**PROMPT**
Please, from the entries below, transcribe exactly the lines that begin at the line with "ring mcp: (323, 385)" and end at the line with "pinky pip: (59, 180)", without the pictures.
______________________________
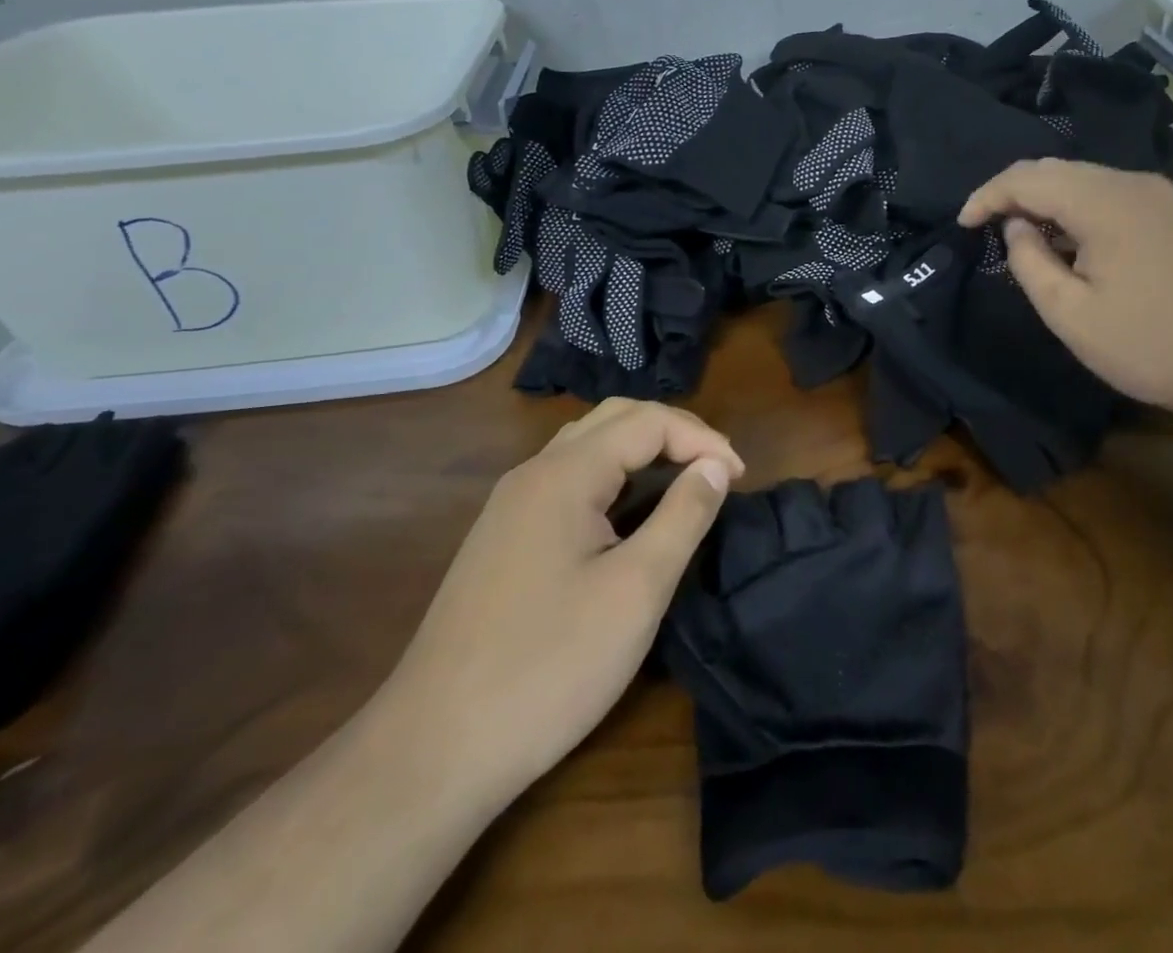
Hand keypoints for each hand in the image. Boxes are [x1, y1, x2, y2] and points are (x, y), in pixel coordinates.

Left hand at [374, 399, 744, 807]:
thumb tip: (715, 465)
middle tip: (716, 471)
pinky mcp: (502, 538)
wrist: (432, 752)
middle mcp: (533, 474)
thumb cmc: (549, 667)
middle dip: (674, 432)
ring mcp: (510, 506)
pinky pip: (567, 480)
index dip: (703, 440)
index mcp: (564, 474)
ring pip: (587, 446)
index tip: (739, 480)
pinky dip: (612, 477)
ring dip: (642, 450)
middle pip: (615, 419)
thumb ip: (683, 516)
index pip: (648, 421)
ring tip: (683, 482)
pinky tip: (628, 514)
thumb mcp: (636, 590)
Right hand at [960, 158, 1172, 432]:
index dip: (987, 196)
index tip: (963, 224)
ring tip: (1028, 236)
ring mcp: (1166, 196)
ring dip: (1050, 200)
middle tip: (987, 226)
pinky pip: (1117, 195)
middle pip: (1057, 169)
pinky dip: (1083, 209)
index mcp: (1103, 201)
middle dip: (1015, 192)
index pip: (1027, 178)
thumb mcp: (1072, 315)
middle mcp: (1135, 183)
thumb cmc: (1153, 346)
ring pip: (1089, 180)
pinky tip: (1079, 243)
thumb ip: (1030, 263)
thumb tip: (1017, 227)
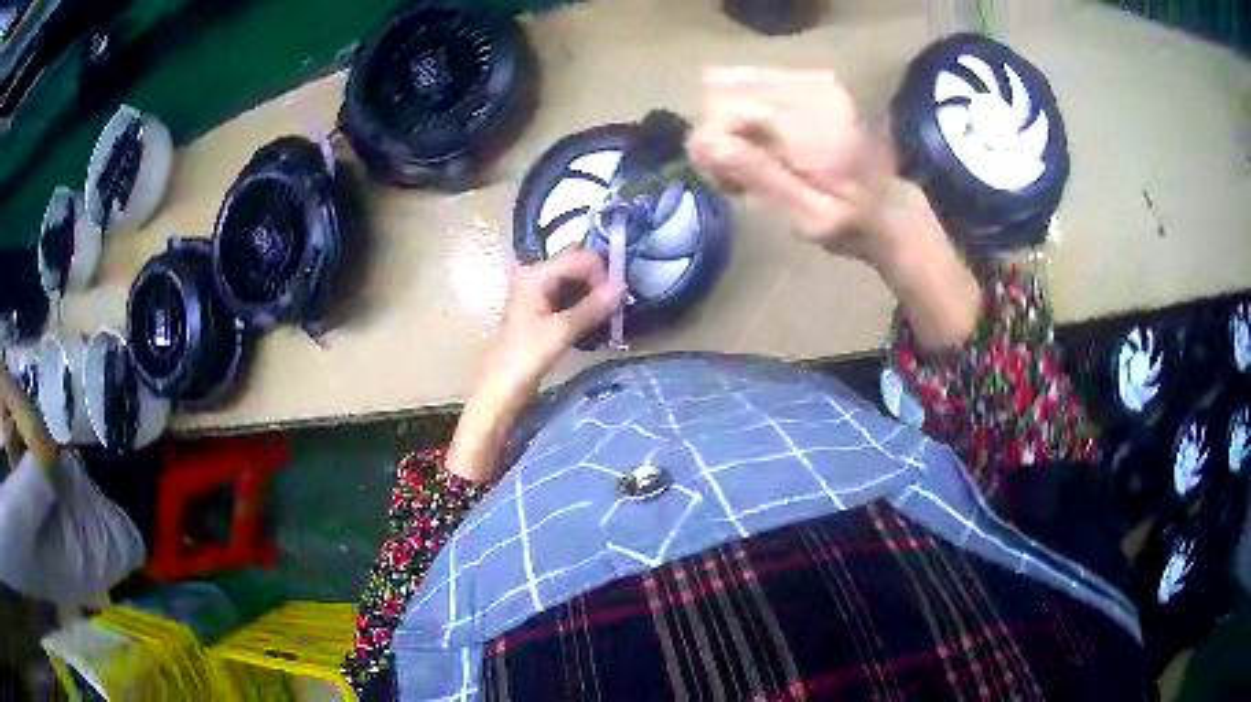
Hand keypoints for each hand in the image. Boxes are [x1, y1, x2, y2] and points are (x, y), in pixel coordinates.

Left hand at [489, 248, 624, 396]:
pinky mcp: (540, 308)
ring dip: (593, 296)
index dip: (602, 274)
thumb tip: (621, 287)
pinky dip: (583, 306)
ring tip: (609, 316)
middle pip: (577, 267)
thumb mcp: (562, 331)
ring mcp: (536, 291)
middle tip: (616, 308)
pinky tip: (595, 321)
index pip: (580, 258)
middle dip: (599, 284)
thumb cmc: (527, 356)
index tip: (616, 299)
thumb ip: (592, 307)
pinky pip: (568, 297)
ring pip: (574, 283)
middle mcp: (535, 275)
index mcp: (537, 274)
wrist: (502, 385)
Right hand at [688, 67, 894, 261]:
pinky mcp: (810, 79)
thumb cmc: (854, 223)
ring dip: (729, 122)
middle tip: (735, 175)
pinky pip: (752, 82)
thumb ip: (761, 176)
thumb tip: (707, 144)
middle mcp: (815, 88)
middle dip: (718, 132)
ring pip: (734, 83)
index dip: (712, 144)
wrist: (893, 207)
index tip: (723, 181)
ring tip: (749, 160)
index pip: (730, 109)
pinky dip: (745, 112)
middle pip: (726, 90)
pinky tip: (760, 141)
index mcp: (818, 125)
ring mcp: (814, 79)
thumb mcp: (810, 217)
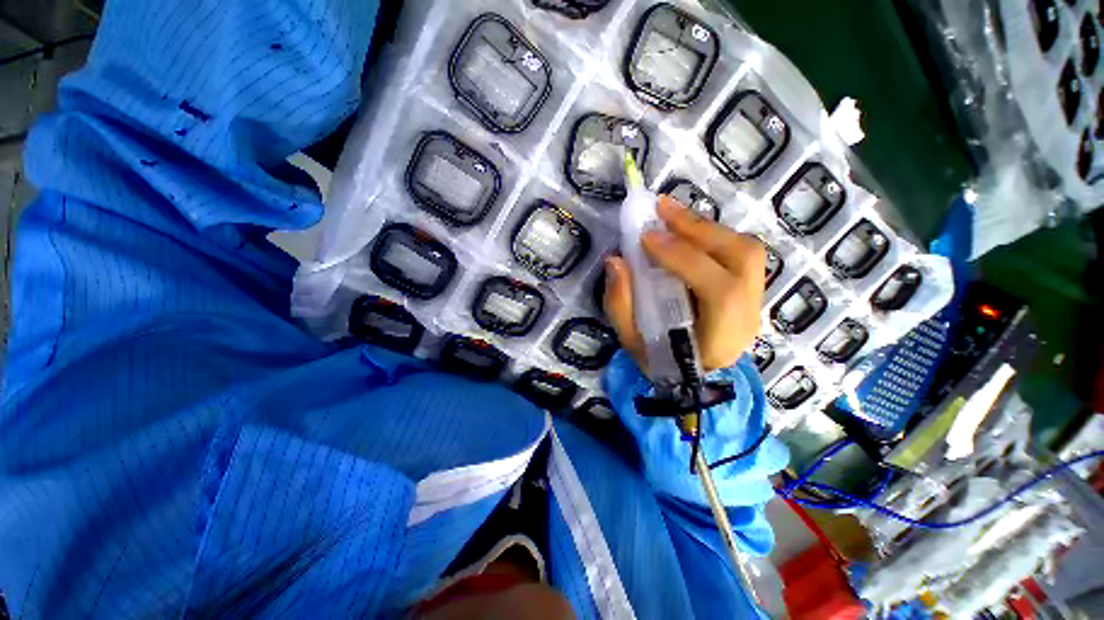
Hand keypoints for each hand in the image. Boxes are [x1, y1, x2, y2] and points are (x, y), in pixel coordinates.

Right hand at [604, 195, 765, 371]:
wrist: (695, 378)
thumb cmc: (662, 363)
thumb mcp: (632, 342)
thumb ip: (620, 304)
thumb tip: (616, 261)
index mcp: (722, 338)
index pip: (718, 290)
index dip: (683, 258)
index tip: (646, 238)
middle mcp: (748, 315)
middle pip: (742, 258)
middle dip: (699, 228)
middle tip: (661, 208)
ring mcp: (756, 300)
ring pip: (745, 249)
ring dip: (706, 227)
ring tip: (671, 214)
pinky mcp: (751, 289)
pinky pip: (739, 252)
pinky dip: (712, 235)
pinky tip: (686, 230)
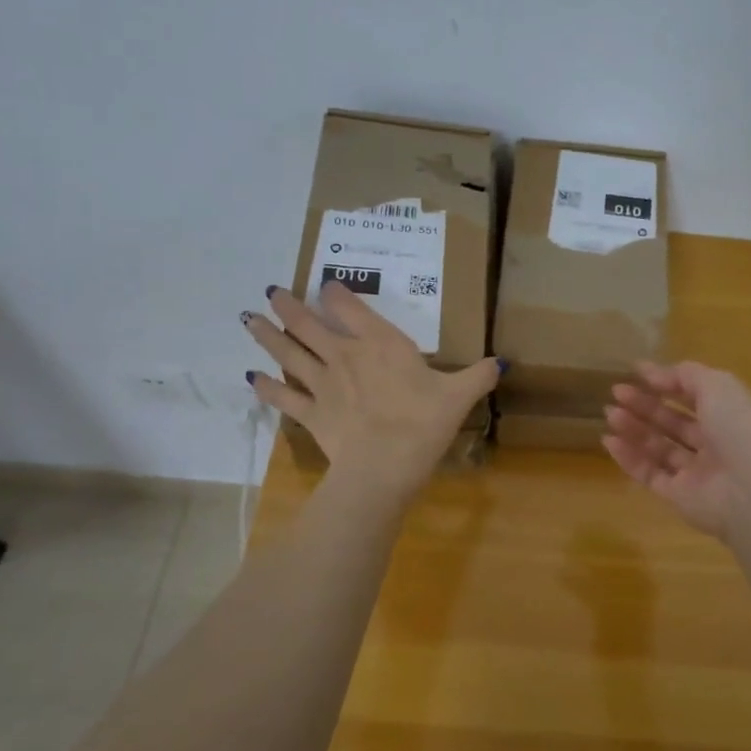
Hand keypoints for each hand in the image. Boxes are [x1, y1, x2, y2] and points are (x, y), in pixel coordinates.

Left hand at [243, 282, 500, 503]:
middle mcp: (345, 356)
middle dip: (289, 307)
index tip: (326, 284)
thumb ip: (479, 375)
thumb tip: (502, 362)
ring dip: (267, 336)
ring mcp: (323, 385)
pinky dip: (267, 388)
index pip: (352, 309)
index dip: (336, 294)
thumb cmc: (422, 423)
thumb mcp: (459, 396)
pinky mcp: (310, 414)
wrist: (383, 466)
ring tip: (248, 319)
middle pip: (309, 326)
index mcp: (381, 344)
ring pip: (288, 354)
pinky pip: (283, 397)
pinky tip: (252, 378)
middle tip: (271, 292)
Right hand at [603, 361, 750, 542]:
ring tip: (609, 413)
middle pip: (673, 422)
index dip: (667, 383)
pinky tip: (609, 441)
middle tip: (616, 392)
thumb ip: (684, 375)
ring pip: (659, 448)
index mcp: (728, 415)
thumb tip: (653, 373)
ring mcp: (695, 473)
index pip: (693, 395)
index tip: (637, 372)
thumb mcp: (716, 385)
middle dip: (645, 406)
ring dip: (634, 429)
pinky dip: (629, 459)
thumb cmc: (738, 428)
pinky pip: (649, 474)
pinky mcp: (678, 497)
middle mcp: (713, 443)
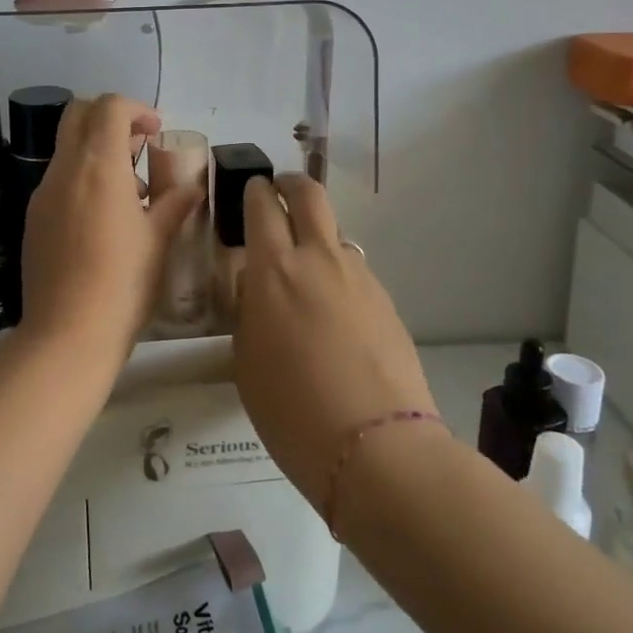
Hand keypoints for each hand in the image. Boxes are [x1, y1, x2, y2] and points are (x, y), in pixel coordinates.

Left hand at [20, 95, 202, 348]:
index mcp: (97, 165)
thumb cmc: (123, 282)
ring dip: (97, 151)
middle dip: (110, 119)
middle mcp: (64, 170)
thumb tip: (193, 186)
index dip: (136, 109)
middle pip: (79, 115)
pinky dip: (82, 179)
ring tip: (132, 192)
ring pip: (67, 148)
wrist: (67, 334)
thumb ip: (176, 203)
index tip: (156, 132)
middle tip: (140, 148)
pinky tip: (104, 218)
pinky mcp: (33, 218)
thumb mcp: (158, 239)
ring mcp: (43, 194)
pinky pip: (59, 180)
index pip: (109, 107)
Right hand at [233, 174, 436, 507]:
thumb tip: (255, 285)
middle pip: (309, 194)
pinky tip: (333, 311)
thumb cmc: (291, 409)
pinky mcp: (386, 299)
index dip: (253, 191)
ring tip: (304, 271)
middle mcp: (318, 258)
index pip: (261, 205)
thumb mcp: (246, 360)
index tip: (248, 192)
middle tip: (277, 195)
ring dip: (316, 235)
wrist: (377, 447)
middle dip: (290, 185)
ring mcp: (359, 276)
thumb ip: (247, 310)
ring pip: (335, 232)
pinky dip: (338, 271)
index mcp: (274, 269)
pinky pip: (354, 268)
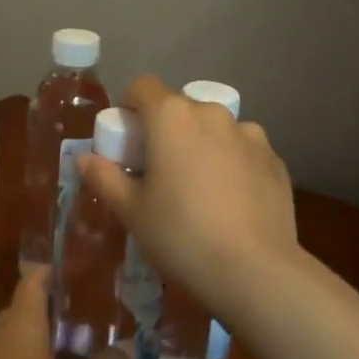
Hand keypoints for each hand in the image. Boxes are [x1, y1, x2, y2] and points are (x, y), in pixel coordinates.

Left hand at [0, 268, 130, 358]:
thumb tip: (132, 345)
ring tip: (81, 348)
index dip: (54, 270)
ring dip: (45, 341)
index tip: (81, 268)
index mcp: (21, 325)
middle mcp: (0, 339)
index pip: (34, 280)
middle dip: (55, 308)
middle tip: (92, 312)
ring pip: (18, 342)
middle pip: (25, 310)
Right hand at [78, 75, 300, 306]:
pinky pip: (243, 151)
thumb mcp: (131, 211)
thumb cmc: (181, 235)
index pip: (143, 87)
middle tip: (159, 170)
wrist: (255, 271)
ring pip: (215, 129)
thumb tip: (83, 158)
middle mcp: (211, 114)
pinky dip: (233, 164)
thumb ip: (104, 177)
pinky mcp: (274, 160)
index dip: (130, 107)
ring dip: (202, 144)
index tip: (127, 140)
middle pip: (180, 108)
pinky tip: (231, 202)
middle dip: (166, 129)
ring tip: (200, 188)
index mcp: (171, 117)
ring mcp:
______________________________
**ANSWER SECTION**
ring mcp: (323, 385)
pinky dip: (267, 388)
index pip: (352, 309)
index dip: (336, 294)
thumb cmc: (422, 423)
thumb mcp: (459, 396)
pinky mcp: (310, 414)
wrist: (383, 466)
ring tip: (248, 319)
middle pip: (309, 326)
index mcp: (381, 344)
ring pip: (288, 354)
pinky pip: (283, 397)
pinky tip: (252, 378)
middle tip: (271, 292)
Right hand at [603, 361, 750, 542]:
ring tip: (609, 413)
middle pip: (673, 422)
index dip: (667, 383)
pinky tip: (609, 441)
middle tip: (616, 392)
thumb ip: (684, 375)
ring pip: (659, 448)
index mcp: (728, 415)
thumb tip: (653, 373)
ring mcp: (695, 473)
index pip: (693, 395)
index tip: (637, 372)
thumb mcp: (716, 385)
middle dip: (645, 406)
ring dip: (634, 429)
pinky dip: (629, 459)
thumb cmc: (738, 428)
pinky pip: (649, 474)
pinky mcp: (678, 497)
middle mcp: (713, 443)
Hand keypoints for each hand in the image. Boxes are [x1, y1, x2, y2] and points are (x, y), in pixel coordinates.

Left hand at [20, 95, 202, 348]:
index mcp: (97, 165)
thumb cmc: (123, 282)
ring dip: (97, 151)
middle dip: (110, 119)
middle mcp: (64, 170)
thumb tip: (193, 186)
index dip: (136, 109)
middle pip: (79, 115)
pinky dip: (82, 179)
ring tip: (132, 192)
ring pip: (67, 148)
wrist: (67, 334)
thumb ip: (176, 203)
index tip: (156, 132)
middle tip: (140, 148)
pinky tip: (104, 218)
pinky mcp: (33, 218)
thumb mcp: (158, 239)
ring mcp: (43, 194)
pinky pip: (59, 180)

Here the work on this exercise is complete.